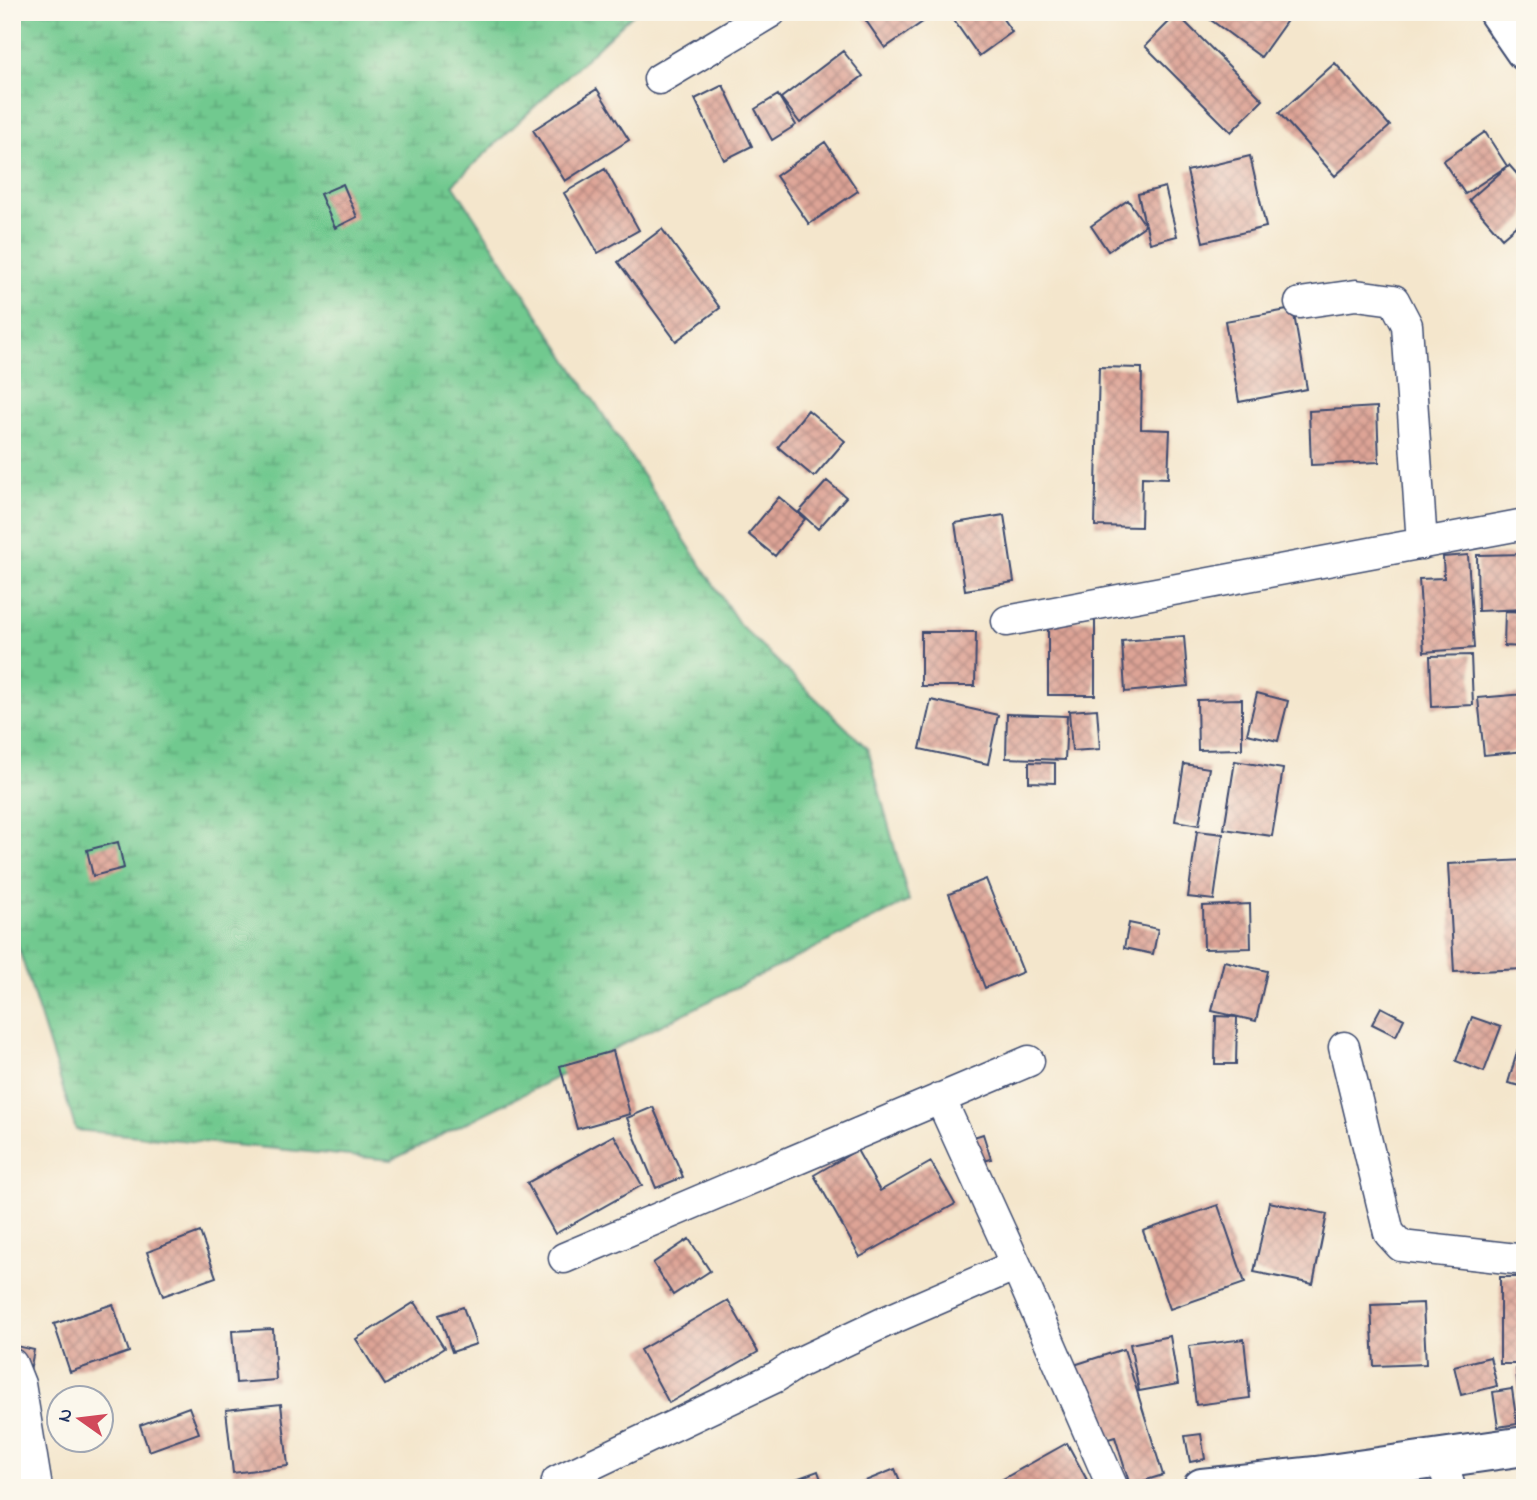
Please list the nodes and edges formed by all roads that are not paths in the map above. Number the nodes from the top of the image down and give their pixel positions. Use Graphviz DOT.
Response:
graph roads {
  1 [pos="771,12"];
  2 [pos="1498,12"];
  3 [pos="1525,51"];
  4 [pos="659,79"];
  5 [pos="1300,303"];
  6 [pos="1525,524"];
  7 [pos="1422,544"];
  8 [pos="1007,621"];
  9 [pos="1344,1046"];
  10 [pos="1029,1061"];
  11 [pos="940,1098"];
  12 [pos="564,1258"];
  13 [pos="1525,1260"];
  14 [pos="1016,1265"];
  15 [pos="12,1364"];
  16 [pos="1525,1446"];
  17 [pos="1446,1473"];
  18 [pos="37,1488"];
  19 [pos="556,1488"];
  20 [pos="1113,1488"];
  21 [pos="1202,1488"];
  1 -- 4 [label="street"];
  2 -- 3 [label="street"];
  5 -- 7 [label="street"];
  6 -- 7 [label="street"];
  7 -- 8 [label="street"];
  9 -- 13 [label="street"];
  10 -- 11 [label="street"];
  11 -- 12 [label="street"];
  11 -- 14 [label="street"];
  14 -- 19 [label="street"];
  14 -- 20 [label="street"];
  15 -- 18 [label="street"];
  16 -- 17 [label="street"];
  17 -- 21 [label="street"];
}
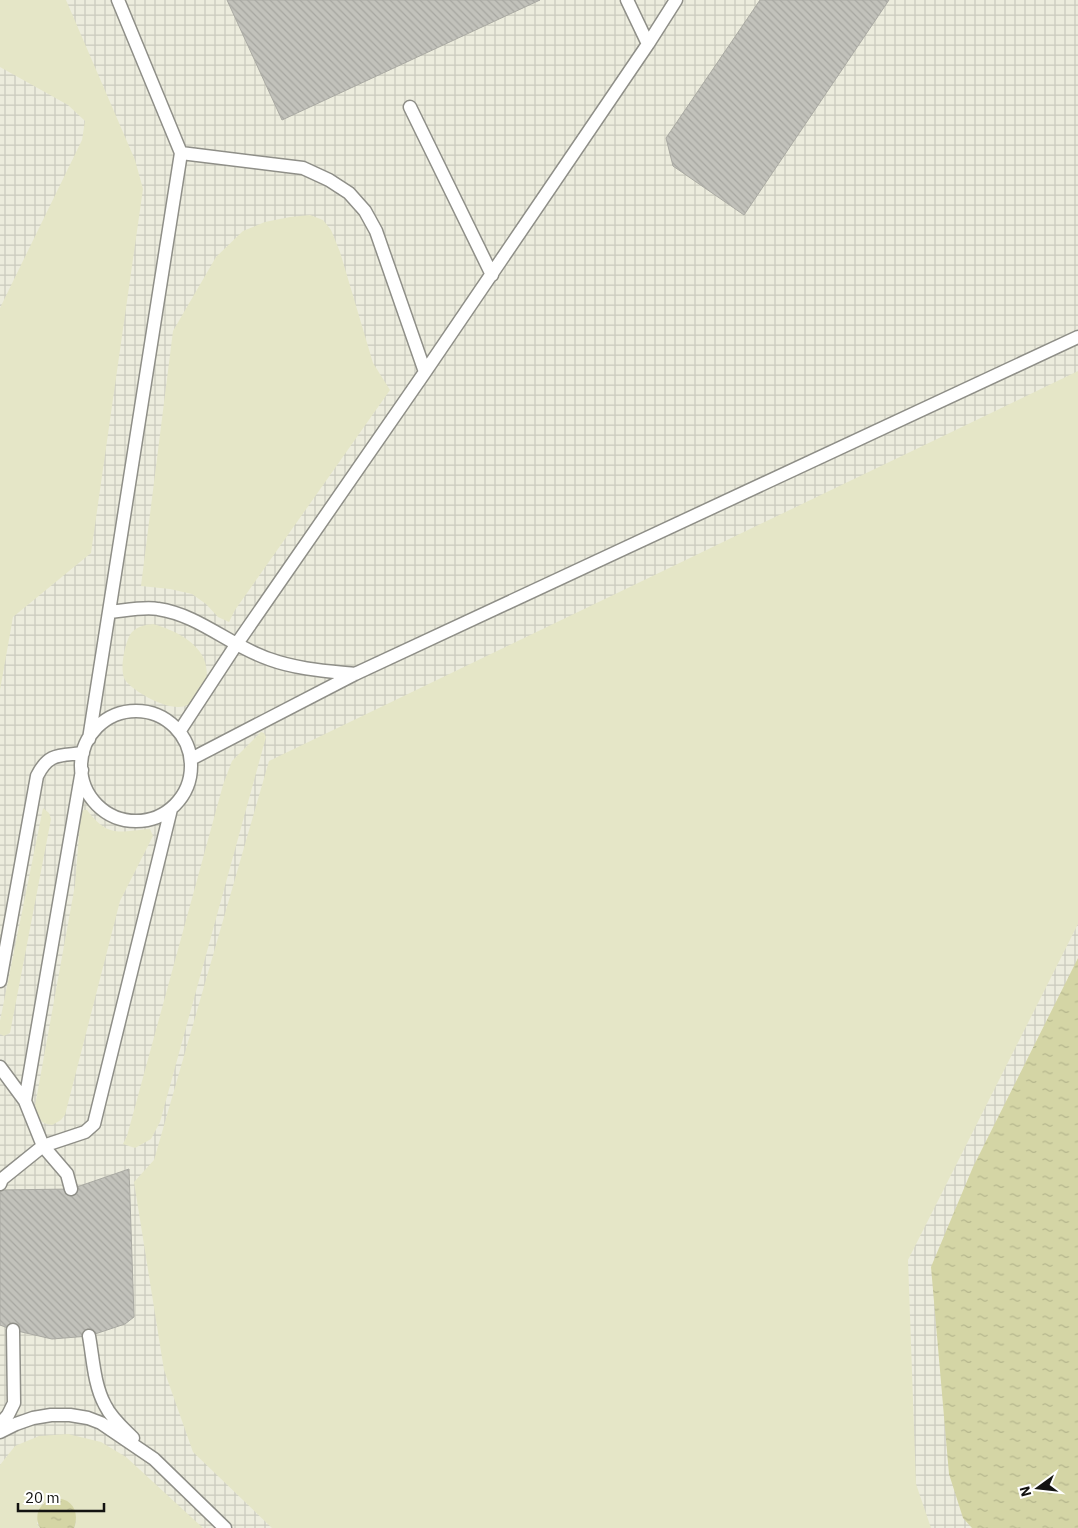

● WHAT TO WORK ON:
Write out the material above once more, exactly as it reads, with no pictures.

● EXERCISE ANSWER:
Please list the nodes and edges formed by all roads that are not paths in the map above. Number the nodes from the top of the image down and give their pixel positions. Use Graphviz DOT.
Response:
graph roads {
  1 [pos="771,12"];
  2 [pos="1498,12"];
  3 [pos="1525,51"];
  4 [pos="659,79"];
  5 [pos="1300,303"];
  6 [pos="1525,524"];
  7 [pos="1422,544"];
  8 [pos="1007,621"];
  9 [pos="1344,1046"];
  10 [pos="1029,1061"];
  11 [pos="940,1098"];
  12 [pos="564,1258"];
  13 [pos="1525,1260"];
  14 [pos="1016,1265"];
  15 [pos="12,1364"];
  16 [pos="1525,1446"];
  17 [pos="1446,1473"];
  18 [pos="37,1488"];
  19 [pos="556,1488"];
  20 [pos="1113,1488"];
  21 [pos="1202,1488"];
  1 -- 4 [label="street"];
  2 -- 3 [label="street"];
  5 -- 7 [label="street"];
  6 -- 7 [label="street"];
  7 -- 8 [label="street"];
  9 -- 13 [label="street"];
  10 -- 11 [label="street"];
  11 -- 12 [label="street"];
  11 -- 14 [label="street"];
  14 -- 19 [label="street"];
  14 -- 20 [label="street"];
  15 -- 18 [label="street"];
  16 -- 17 [label="street"];
  17 -- 21 [label="street"];
}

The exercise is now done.